Required work: Your answer should be the lines of the data below that contain "Nordbergveien".

Input for this task:
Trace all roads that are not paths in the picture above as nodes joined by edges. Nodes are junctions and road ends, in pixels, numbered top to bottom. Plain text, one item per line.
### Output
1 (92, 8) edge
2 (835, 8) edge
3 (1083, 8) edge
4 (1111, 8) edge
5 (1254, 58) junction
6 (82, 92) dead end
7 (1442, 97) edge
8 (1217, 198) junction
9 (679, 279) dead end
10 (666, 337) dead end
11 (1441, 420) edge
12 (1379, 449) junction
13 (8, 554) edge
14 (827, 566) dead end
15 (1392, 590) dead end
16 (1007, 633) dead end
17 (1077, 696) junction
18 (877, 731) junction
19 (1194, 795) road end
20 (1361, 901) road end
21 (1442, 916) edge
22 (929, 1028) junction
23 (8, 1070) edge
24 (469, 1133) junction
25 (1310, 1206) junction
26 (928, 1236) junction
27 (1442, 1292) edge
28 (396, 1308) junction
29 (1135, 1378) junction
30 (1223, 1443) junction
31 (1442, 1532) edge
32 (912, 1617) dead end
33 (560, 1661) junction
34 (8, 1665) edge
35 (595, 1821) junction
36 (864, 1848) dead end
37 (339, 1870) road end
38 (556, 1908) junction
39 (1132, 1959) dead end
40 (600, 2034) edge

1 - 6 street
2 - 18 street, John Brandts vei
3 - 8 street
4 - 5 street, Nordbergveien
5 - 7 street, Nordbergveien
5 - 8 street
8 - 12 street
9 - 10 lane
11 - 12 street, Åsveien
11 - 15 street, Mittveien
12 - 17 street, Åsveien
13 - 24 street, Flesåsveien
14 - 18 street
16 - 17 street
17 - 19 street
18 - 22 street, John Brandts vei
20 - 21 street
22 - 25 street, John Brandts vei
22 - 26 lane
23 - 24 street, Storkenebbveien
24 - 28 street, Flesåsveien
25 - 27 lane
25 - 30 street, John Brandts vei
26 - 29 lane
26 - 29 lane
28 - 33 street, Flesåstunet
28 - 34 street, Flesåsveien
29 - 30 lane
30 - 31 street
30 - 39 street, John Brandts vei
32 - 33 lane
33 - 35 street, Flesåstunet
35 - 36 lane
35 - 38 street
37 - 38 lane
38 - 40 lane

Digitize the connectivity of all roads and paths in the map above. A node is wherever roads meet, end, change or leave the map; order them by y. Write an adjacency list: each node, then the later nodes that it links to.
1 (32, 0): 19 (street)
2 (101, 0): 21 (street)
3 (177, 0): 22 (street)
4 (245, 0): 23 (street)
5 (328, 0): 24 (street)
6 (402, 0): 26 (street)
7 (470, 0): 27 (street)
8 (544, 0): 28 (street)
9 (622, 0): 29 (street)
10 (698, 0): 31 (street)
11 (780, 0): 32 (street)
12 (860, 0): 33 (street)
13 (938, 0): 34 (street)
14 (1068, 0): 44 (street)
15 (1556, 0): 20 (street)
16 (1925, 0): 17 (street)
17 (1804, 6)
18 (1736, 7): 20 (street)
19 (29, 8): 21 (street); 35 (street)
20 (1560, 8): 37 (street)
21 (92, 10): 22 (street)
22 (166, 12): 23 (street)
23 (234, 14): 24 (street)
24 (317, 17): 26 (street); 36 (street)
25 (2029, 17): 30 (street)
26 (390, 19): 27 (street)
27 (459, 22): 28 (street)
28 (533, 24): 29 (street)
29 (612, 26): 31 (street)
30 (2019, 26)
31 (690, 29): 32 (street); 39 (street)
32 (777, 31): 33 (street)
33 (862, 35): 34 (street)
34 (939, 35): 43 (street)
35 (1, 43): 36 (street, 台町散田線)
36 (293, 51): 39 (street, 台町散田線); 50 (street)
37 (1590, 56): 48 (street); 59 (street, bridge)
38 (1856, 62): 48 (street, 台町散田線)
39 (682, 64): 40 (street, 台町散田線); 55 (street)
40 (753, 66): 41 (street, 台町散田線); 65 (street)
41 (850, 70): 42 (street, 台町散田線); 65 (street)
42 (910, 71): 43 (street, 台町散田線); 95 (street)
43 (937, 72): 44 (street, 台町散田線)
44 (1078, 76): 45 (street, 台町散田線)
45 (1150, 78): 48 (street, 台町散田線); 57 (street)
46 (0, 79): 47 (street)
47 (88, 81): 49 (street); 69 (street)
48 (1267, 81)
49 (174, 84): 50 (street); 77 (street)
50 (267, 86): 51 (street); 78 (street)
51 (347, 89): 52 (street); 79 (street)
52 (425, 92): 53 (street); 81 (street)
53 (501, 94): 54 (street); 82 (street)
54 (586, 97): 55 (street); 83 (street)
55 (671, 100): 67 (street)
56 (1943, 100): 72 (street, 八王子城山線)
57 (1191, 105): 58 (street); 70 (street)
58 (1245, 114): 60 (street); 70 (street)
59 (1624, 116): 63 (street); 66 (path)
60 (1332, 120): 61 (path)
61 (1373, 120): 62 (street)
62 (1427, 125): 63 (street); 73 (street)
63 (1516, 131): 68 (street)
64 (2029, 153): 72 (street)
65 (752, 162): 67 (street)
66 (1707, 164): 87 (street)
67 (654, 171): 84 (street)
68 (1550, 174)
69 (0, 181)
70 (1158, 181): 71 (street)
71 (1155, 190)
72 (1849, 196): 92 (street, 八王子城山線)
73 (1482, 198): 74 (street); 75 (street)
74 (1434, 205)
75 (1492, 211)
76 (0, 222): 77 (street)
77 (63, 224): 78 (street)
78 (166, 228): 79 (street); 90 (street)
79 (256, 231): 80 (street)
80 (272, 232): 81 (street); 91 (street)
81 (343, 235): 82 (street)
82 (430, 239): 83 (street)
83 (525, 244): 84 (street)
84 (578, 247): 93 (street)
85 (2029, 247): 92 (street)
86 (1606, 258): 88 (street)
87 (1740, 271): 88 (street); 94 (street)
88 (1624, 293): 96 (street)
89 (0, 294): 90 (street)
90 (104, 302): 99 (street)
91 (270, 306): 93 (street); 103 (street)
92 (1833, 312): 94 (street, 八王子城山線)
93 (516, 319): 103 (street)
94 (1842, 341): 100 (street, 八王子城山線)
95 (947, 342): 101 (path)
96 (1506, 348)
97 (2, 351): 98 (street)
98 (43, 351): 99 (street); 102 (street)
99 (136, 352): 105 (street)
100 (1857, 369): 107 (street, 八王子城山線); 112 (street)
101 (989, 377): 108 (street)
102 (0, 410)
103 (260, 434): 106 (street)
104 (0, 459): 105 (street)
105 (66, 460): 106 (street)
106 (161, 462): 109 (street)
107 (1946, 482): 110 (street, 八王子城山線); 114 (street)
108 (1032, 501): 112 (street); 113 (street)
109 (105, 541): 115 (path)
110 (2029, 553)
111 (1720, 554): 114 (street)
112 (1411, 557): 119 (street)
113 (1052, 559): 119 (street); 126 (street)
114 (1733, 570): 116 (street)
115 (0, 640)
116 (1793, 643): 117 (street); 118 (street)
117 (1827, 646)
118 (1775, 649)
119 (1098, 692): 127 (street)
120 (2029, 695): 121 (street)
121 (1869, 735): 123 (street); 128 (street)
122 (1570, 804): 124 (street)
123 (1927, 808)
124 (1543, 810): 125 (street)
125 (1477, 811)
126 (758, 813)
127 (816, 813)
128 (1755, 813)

Answer below:
4 - 5 street, Nordbergveien
5 - 7 street, Nordbergveien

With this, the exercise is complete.